▶ [Aim of the exercise] Word for word, reproduce every line of the data below.

▶ [Information provided]
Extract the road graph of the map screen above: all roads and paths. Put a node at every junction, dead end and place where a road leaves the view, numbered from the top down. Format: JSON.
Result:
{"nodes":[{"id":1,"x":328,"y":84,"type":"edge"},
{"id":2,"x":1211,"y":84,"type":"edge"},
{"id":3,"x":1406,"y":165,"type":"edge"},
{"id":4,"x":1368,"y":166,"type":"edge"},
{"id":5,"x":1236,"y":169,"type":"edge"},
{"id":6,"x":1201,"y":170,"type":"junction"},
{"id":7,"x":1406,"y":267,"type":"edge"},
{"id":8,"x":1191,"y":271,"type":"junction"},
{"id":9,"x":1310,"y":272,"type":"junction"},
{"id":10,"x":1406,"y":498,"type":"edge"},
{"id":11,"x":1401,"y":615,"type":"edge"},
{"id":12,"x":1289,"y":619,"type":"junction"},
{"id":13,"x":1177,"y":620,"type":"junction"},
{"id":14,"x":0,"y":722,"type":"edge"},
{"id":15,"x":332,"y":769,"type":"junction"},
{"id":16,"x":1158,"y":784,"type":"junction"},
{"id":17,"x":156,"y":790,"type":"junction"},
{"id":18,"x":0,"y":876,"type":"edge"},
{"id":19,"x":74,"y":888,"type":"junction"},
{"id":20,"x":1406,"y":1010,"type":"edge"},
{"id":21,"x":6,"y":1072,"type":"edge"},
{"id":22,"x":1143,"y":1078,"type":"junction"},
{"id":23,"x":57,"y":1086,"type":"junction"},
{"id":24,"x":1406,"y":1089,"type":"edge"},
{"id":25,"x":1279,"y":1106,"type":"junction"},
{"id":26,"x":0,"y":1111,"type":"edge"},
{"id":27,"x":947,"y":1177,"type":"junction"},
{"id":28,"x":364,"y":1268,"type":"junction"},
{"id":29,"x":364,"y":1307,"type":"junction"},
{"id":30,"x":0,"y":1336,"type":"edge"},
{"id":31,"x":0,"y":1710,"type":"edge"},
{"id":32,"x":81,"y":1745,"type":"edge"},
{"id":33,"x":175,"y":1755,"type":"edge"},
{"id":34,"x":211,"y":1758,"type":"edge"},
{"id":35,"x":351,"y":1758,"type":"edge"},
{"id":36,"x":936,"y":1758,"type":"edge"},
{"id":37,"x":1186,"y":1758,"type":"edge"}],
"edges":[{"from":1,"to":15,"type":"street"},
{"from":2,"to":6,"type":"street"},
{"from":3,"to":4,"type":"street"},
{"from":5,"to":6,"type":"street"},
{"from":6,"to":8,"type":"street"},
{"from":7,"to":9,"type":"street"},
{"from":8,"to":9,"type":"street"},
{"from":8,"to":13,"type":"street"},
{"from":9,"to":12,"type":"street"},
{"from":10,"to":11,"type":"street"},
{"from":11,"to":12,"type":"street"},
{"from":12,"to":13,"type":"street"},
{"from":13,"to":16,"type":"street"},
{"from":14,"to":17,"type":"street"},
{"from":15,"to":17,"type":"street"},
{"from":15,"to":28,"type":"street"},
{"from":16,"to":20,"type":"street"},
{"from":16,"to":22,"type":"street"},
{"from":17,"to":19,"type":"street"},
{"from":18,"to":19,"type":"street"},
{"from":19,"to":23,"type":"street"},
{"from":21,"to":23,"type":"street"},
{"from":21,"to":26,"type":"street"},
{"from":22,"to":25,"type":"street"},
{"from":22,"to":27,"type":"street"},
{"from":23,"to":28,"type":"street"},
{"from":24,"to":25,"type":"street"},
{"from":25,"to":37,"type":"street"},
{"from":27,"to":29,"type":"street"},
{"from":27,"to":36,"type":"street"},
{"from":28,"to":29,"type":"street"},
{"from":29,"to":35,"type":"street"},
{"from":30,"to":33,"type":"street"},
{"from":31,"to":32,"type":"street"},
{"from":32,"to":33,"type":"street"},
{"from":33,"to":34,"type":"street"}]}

▶ [Output for this task]
Extract the road graph of the map screen above: all roads and paths. Put a node at every junction, dead end and place where a road leaves the view, numbered from the top down. Format: JSON.
Result:
{"nodes":[{"id":1,"x":328,"y":84,"type":"edge"},
{"id":2,"x":1211,"y":84,"type":"edge"},
{"id":3,"x":1406,"y":165,"type":"edge"},
{"id":4,"x":1368,"y":166,"type":"edge"},
{"id":5,"x":1236,"y":169,"type":"edge"},
{"id":6,"x":1201,"y":170,"type":"junction"},
{"id":7,"x":1406,"y":267,"type":"edge"},
{"id":8,"x":1191,"y":271,"type":"junction"},
{"id":9,"x":1310,"y":272,"type":"junction"},
{"id":10,"x":1406,"y":498,"type":"edge"},
{"id":11,"x":1401,"y":615,"type":"edge"},
{"id":12,"x":1289,"y":619,"type":"junction"},
{"id":13,"x":1177,"y":620,"type":"junction"},
{"id":14,"x":0,"y":722,"type":"edge"},
{"id":15,"x":332,"y":769,"type":"junction"},
{"id":16,"x":1158,"y":784,"type":"junction"},
{"id":17,"x":156,"y":790,"type":"junction"},
{"id":18,"x":0,"y":876,"type":"edge"},
{"id":19,"x":74,"y":888,"type":"junction"},
{"id":20,"x":1406,"y":1010,"type":"edge"},
{"id":21,"x":6,"y":1072,"type":"edge"},
{"id":22,"x":1143,"y":1078,"type":"junction"},
{"id":23,"x":57,"y":1086,"type":"junction"},
{"id":24,"x":1406,"y":1089,"type":"edge"},
{"id":25,"x":1279,"y":1106,"type":"junction"},
{"id":26,"x":0,"y":1111,"type":"edge"},
{"id":27,"x":947,"y":1177,"type":"junction"},
{"id":28,"x":364,"y":1268,"type":"junction"},
{"id":29,"x":364,"y":1307,"type":"junction"},
{"id":30,"x":0,"y":1336,"type":"edge"},
{"id":31,"x":0,"y":1710,"type":"edge"},
{"id":32,"x":81,"y":1745,"type":"edge"},
{"id":33,"x":175,"y":1755,"type":"edge"},
{"id":34,"x":211,"y":1758,"type":"edge"},
{"id":35,"x":351,"y":1758,"type":"edge"},
{"id":36,"x":936,"y":1758,"type":"edge"},
{"id":37,"x":1186,"y":1758,"type":"edge"}],
"edges":[{"from":1,"to":15,"type":"street"},
{"from":2,"to":6,"type":"street"},
{"from":3,"to":4,"type":"street"},
{"from":5,"to":6,"type":"street"},
{"from":6,"to":8,"type":"street"},
{"from":7,"to":9,"type":"street"},
{"from":8,"to":9,"type":"street"},
{"from":8,"to":13,"type":"street"},
{"from":9,"to":12,"type":"street"},
{"from":10,"to":11,"type":"street"},
{"from":11,"to":12,"type":"street"},
{"from":12,"to":13,"type":"street"},
{"from":13,"to":16,"type":"street"},
{"from":14,"to":17,"type":"street"},
{"from":15,"to":17,"type":"street"},
{"from":15,"to":28,"type":"street"},
{"from":16,"to":20,"type":"street"},
{"from":16,"to":22,"type":"street"},
{"from":17,"to":19,"type":"street"},
{"from":18,"to":19,"type":"street"},
{"from":19,"to":23,"type":"street"},
{"from":21,"to":23,"type":"street"},
{"from":21,"to":26,"type":"street"},
{"from":22,"to":25,"type":"street"},
{"from":22,"to":27,"type":"street"},
{"from":23,"to":28,"type":"street"},
{"from":24,"to":25,"type":"street"},
{"from":25,"to":37,"type":"street"},
{"from":27,"to":29,"type":"street"},
{"from":27,"to":36,"type":"street"},
{"from":28,"to":29,"type":"street"},
{"from":29,"to":35,"type":"street"},
{"from":30,"to":33,"type":"street"},
{"from":31,"to":32,"type":"street"},
{"from":32,"to":33,"type":"street"},
{"from":33,"to":34,"type":"street"}]}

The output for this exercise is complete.